What’s a soft landing? It’s a metaphor, and like all metaphors applied to matters economic, it can be misleading. But most people use “soft landing” to mean an end to the recent bout of inflation without the need for a recession.
Inflation was flat last month according to the latest Consumer Price Index report from the Labor Department. Core CPI, which excludes food and energy, hit a two-year low. And food and fuel prices are also trending down.
The stock market reacted to the good inflation news by soaring. Low inflation means that the Fed is more likely to take its foot off the monetary brake, further reducing the risk of recession.
Even Larry Summers, who relentlessly and mistakenly blamed the bout of inflation on Biden stimulus programs, partly recanted. Speaking on Wall Street Week, he admitted that many factors were transitory, and that the risk of recession was now 25 percent or less.
But there are often skunks at picnics. On a Thursday earnings phone call with stock analysts, Walmart CEO Doug McMillon warned of the risks of deflation. Unlike disinflation, which is beneficial, deflation means seriously falling prices, and that can both portend and cause a recession.
However, if you look at what’s actually going on in the economy, some prices are declining slightly, but only relative to a more than two-year rise, just as we want them to do. For instance, turkey prices are down 4.5 percent from last year’s record, according to the American Farm Bureau Federation.

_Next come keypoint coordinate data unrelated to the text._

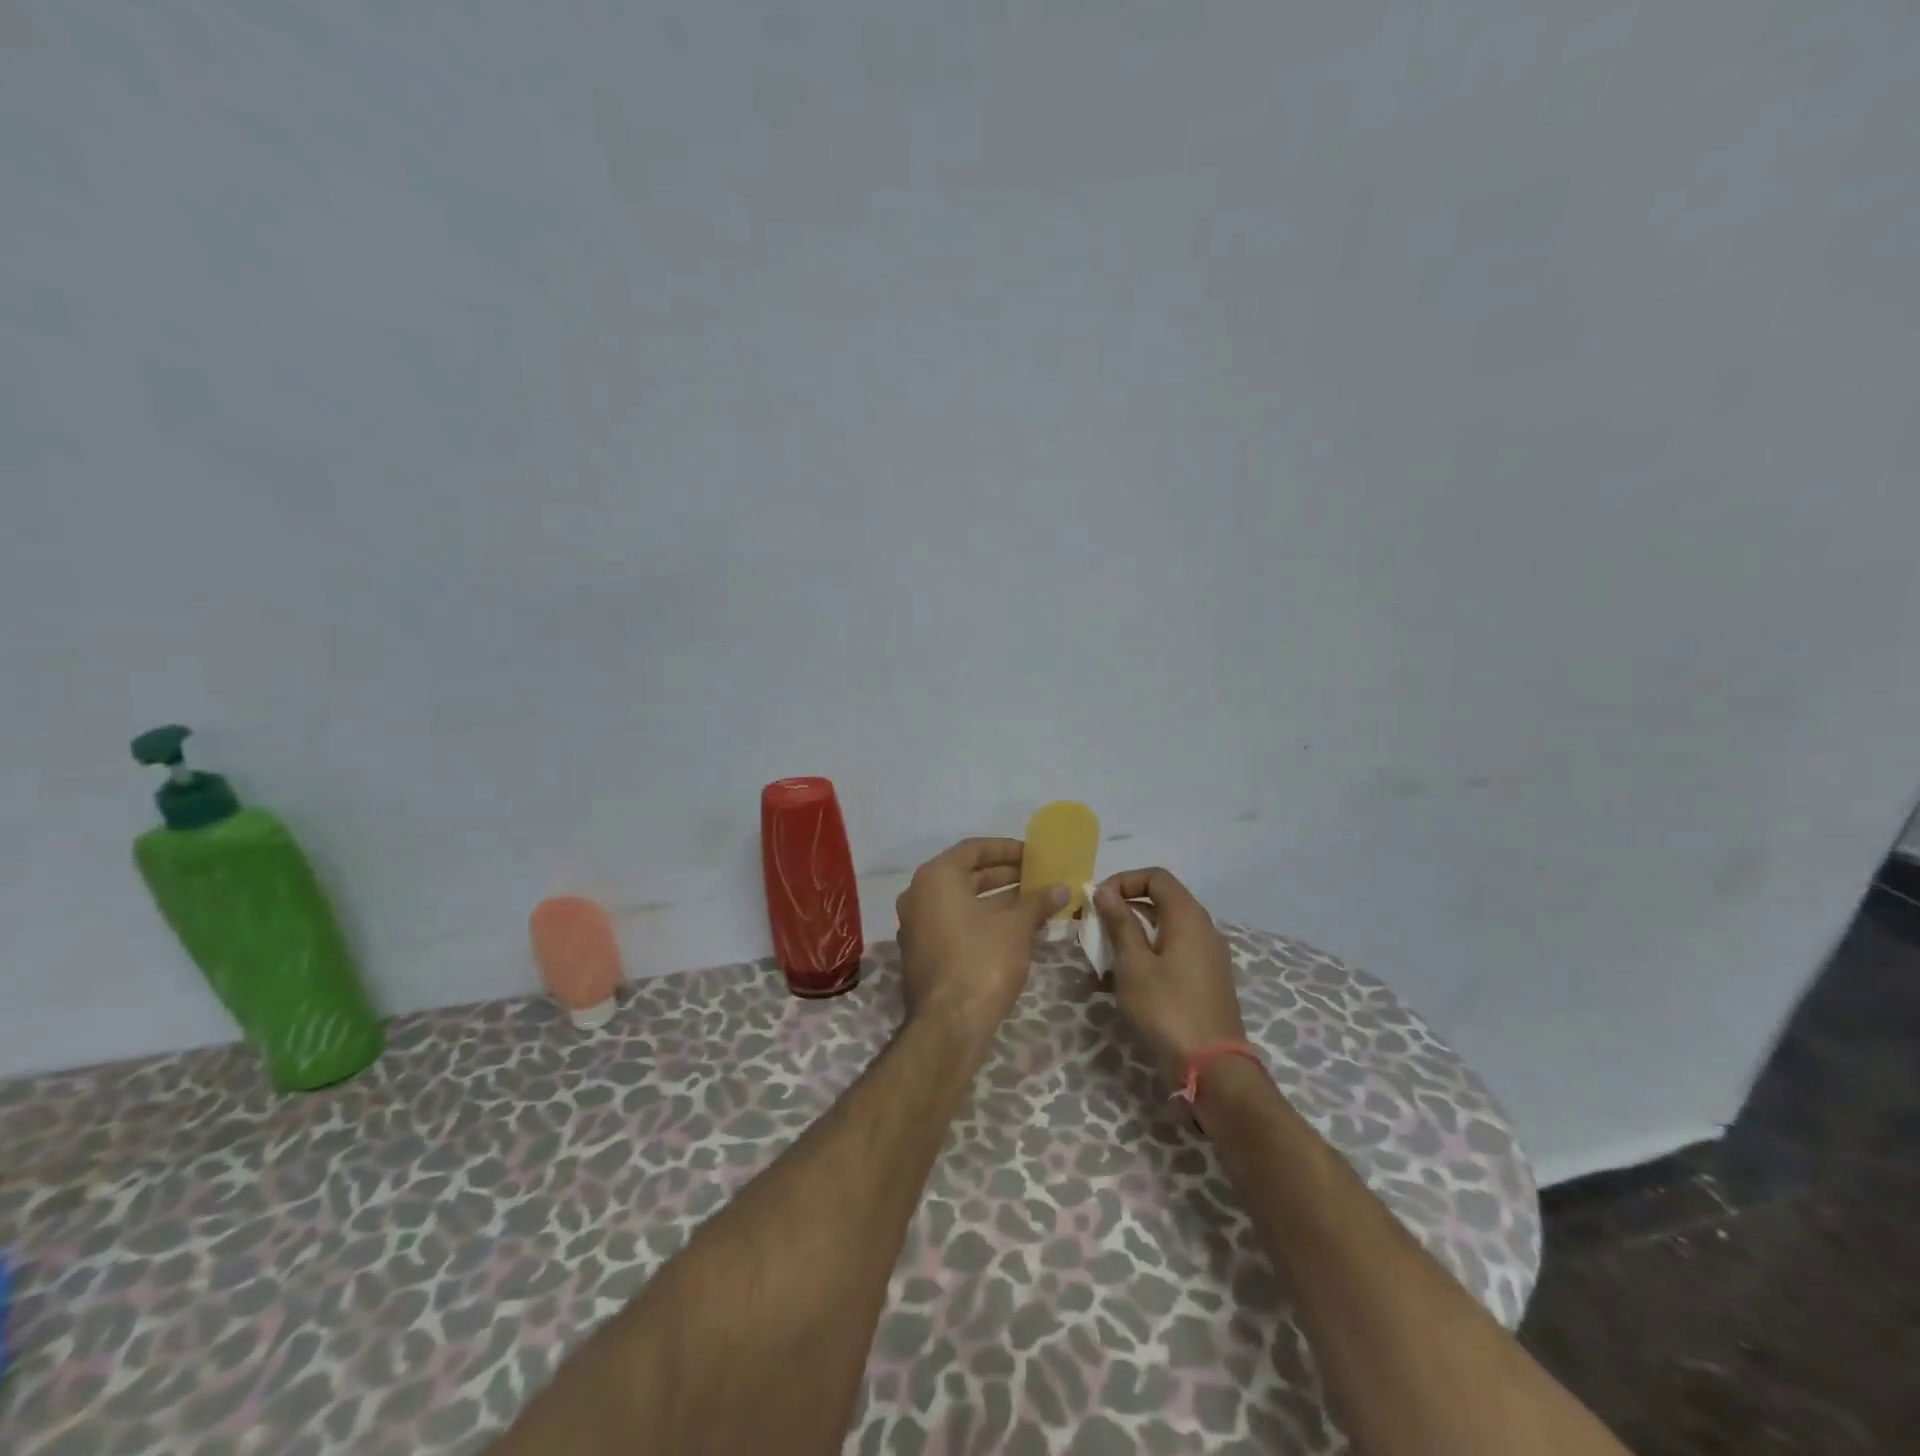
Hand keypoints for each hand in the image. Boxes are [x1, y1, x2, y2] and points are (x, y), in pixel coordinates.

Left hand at [896, 838, 1066, 1040]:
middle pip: (966, 875)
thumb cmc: (981, 961)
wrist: (948, 1025)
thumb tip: (1061, 888)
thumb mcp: (1016, 927)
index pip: (974, 849)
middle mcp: (919, 896)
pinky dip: (983, 922)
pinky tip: (1016, 930)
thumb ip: (1037, 901)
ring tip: (1035, 903)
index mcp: (935, 878)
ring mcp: (917, 926)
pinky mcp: (923, 953)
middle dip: (1005, 876)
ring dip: (998, 901)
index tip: (1034, 854)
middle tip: (1038, 877)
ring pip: (962, 902)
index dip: (1007, 849)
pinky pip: (956, 924)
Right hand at [1094, 867, 1245, 1092]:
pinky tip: (1116, 986)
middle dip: (1121, 912)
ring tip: (1098, 964)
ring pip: (1161, 933)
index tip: (1097, 902)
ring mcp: (1206, 958)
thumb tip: (1106, 892)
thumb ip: (1119, 923)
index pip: (1156, 877)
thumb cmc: (1166, 1009)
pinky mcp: (1203, 982)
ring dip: (1128, 940)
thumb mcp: (1133, 964)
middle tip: (1092, 932)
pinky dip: (1143, 961)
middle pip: (1158, 903)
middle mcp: (1202, 930)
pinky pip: (1169, 957)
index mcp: (1188, 917)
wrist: (1211, 1070)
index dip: (1123, 881)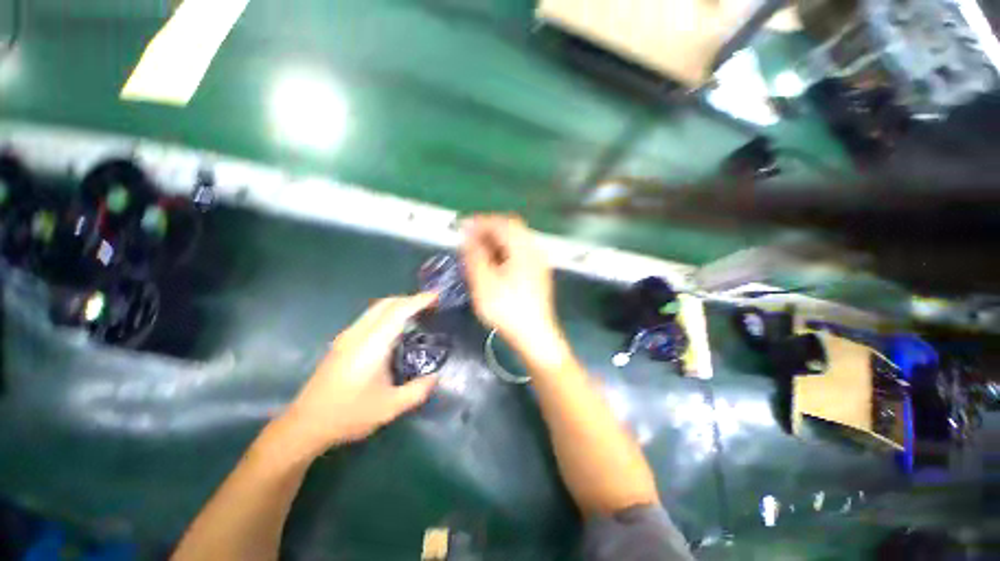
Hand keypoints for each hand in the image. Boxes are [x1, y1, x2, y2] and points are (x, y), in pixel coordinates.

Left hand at [280, 294, 438, 453]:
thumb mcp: (390, 408)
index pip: (398, 311)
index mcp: (371, 345)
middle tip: (430, 306)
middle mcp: (358, 334)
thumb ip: (418, 391)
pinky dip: (387, 313)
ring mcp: (347, 336)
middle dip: (410, 299)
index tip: (437, 296)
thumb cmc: (348, 415)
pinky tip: (395, 329)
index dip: (419, 300)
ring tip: (417, 314)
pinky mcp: (342, 342)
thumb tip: (436, 377)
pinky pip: (370, 317)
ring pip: (376, 308)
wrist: (305, 425)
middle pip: (386, 303)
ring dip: (398, 305)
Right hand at [461, 215, 558, 349]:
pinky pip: (520, 251)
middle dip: (488, 229)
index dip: (480, 222)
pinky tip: (494, 263)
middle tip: (470, 238)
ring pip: (516, 240)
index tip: (462, 227)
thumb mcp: (484, 282)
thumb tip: (468, 234)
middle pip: (511, 227)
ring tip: (478, 250)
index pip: (501, 222)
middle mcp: (534, 250)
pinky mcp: (538, 272)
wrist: (535, 336)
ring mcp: (538, 261)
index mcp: (523, 249)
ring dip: (496, 240)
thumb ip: (474, 255)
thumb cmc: (507, 310)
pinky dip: (504, 251)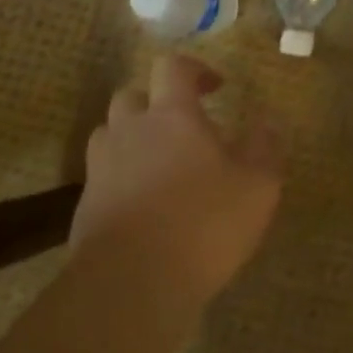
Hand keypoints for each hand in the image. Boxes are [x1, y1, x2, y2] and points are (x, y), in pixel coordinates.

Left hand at [74, 55, 282, 309]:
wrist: (130, 284)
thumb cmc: (203, 224)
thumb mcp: (257, 186)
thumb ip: (265, 148)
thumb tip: (268, 121)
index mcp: (172, 115)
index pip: (172, 68)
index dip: (194, 70)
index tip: (216, 87)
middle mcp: (131, 131)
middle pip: (132, 96)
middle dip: (156, 104)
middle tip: (183, 128)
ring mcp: (101, 168)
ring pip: (110, 135)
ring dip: (132, 139)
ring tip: (159, 165)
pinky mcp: (85, 206)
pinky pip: (102, 177)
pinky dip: (121, 181)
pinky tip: (143, 208)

That’s hardly deflation. McMillon was using some price drops as an alibi for the fact that Walmart’s third-quarter profit numbers were below expectations.
The economy is doing just about what we want it to do; and now there should be more room for worker raises. As the UAW victory suggests, that has more to do with worker power than with macroeconomics. Corporate America’s outsized profits indicate that there is no reason for raises to be inflationary.
Let’s hope that the Federal Reserve gets the message and finally, belatedly, cuts interest rates, to let a benign economy realize its full potential.